[[ Given information, beginning ]]

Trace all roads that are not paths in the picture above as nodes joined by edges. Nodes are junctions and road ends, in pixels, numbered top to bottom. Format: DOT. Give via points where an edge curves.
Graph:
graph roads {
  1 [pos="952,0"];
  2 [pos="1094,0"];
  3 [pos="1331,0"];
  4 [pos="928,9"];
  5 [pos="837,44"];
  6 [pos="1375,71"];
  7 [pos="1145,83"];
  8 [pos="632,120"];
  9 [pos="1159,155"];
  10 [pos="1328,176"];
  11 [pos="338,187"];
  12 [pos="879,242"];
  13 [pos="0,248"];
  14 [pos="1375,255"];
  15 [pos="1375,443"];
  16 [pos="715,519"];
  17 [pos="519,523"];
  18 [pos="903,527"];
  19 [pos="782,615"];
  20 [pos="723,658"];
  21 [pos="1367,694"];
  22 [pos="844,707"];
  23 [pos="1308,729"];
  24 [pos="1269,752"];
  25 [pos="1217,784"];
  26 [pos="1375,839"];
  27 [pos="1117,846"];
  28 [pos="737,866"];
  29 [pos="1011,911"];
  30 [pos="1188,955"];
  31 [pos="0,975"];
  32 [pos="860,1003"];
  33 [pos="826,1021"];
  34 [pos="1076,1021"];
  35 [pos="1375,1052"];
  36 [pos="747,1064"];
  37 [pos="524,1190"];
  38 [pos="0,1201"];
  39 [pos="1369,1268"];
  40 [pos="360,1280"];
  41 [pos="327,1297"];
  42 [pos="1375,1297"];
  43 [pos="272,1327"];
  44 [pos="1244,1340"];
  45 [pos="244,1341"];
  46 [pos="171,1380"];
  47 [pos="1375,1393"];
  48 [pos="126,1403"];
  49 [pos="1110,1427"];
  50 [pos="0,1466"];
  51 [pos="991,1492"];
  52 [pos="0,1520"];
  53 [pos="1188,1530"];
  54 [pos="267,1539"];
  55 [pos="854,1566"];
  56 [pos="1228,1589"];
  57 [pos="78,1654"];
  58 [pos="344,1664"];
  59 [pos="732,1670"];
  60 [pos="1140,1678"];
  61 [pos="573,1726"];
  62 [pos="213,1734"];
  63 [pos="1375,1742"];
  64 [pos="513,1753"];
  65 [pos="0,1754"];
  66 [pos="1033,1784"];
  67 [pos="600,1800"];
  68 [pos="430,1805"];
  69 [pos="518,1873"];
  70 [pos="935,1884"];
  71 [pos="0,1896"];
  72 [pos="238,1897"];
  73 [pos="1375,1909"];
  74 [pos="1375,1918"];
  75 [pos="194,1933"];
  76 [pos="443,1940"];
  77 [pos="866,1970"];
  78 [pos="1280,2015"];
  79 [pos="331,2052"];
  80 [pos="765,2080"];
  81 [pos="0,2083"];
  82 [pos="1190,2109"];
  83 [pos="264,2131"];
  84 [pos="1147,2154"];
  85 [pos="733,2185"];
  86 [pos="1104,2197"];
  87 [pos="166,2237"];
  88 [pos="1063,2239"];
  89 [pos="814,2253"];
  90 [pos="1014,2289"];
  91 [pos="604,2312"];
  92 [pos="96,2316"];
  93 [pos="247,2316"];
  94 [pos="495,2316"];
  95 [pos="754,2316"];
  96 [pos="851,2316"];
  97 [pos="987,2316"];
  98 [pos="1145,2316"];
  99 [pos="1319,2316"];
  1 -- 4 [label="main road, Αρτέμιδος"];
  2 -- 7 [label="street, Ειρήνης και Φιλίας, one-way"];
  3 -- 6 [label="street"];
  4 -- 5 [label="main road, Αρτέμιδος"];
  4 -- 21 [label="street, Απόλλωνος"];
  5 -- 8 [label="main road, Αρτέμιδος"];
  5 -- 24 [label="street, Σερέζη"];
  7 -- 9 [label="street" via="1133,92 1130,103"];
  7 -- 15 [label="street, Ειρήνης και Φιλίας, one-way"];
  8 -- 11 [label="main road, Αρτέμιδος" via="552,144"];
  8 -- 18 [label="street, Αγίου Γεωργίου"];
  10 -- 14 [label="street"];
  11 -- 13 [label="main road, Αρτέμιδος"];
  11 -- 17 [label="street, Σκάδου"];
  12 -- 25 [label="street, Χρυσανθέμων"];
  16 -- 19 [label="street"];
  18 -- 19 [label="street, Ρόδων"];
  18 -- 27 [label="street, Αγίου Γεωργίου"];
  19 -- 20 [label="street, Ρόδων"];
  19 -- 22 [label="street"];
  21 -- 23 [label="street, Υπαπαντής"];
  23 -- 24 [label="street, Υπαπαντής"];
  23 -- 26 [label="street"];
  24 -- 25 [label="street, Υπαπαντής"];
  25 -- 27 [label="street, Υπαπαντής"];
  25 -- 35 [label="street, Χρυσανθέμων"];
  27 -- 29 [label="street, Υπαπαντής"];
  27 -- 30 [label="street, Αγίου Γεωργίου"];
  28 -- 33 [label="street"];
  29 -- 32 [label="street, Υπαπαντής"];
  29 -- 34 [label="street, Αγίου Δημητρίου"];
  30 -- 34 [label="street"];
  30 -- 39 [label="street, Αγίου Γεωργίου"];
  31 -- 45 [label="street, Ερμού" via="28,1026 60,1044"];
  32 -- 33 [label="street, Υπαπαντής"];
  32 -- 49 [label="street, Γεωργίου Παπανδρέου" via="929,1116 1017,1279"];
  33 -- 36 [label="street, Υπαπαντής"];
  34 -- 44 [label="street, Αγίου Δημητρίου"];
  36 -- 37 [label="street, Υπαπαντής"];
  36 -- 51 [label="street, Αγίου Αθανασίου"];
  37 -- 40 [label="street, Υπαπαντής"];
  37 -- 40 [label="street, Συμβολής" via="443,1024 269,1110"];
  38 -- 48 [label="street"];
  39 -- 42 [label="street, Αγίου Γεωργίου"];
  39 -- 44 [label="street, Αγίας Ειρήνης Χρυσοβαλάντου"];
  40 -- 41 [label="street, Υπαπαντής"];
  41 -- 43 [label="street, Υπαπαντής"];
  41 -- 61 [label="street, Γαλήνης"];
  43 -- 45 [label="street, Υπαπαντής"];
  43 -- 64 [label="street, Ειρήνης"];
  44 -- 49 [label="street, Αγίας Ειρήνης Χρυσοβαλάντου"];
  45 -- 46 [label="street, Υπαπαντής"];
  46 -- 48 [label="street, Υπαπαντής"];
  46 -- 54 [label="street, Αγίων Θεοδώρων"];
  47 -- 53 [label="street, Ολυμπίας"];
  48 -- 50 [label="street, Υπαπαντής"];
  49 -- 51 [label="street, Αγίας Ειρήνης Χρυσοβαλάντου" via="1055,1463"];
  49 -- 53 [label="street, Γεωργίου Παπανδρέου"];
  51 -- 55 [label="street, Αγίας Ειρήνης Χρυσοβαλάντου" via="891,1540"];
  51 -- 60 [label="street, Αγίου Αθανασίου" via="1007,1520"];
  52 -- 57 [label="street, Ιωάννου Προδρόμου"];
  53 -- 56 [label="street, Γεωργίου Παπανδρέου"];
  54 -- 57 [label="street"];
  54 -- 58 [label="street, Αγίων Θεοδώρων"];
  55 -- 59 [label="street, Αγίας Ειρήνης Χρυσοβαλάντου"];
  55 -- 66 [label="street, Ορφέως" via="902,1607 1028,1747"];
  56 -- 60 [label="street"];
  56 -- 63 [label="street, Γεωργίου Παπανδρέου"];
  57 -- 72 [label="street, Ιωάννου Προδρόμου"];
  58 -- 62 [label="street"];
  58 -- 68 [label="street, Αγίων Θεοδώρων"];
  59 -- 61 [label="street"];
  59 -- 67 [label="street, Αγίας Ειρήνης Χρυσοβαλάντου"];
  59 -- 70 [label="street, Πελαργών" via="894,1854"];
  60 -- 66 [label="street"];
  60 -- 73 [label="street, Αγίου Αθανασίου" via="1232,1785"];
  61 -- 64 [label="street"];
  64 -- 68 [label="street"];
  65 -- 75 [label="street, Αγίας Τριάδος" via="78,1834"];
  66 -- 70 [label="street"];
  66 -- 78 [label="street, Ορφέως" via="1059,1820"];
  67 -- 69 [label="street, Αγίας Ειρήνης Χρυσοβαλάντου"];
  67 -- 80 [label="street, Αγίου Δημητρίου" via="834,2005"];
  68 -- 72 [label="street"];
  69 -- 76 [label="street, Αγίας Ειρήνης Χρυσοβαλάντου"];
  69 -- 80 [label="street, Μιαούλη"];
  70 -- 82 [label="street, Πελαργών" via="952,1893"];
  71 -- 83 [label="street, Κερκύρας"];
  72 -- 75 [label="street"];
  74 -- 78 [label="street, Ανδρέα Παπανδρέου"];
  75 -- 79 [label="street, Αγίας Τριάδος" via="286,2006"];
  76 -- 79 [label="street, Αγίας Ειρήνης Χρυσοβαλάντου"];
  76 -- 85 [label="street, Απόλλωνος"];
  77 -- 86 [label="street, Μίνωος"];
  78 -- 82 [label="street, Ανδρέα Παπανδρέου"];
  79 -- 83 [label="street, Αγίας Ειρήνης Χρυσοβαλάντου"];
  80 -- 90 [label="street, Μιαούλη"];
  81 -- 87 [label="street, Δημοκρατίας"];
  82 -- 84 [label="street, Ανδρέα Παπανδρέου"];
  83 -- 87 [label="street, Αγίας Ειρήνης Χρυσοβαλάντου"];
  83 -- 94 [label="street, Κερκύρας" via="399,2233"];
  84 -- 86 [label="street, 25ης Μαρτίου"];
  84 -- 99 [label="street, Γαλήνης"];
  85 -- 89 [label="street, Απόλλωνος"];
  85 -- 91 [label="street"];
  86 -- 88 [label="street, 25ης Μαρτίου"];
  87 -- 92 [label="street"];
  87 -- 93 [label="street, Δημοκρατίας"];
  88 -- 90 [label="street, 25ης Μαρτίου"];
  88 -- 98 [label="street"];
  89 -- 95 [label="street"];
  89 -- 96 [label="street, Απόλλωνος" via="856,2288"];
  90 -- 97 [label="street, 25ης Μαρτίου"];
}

[[ Given information, end ]]

▶ [What you are asked to do]:
Within the records, tally every line that contains the word "Θεοδώρων". Only the resulting number should be given.

▶ [Expected output]:
3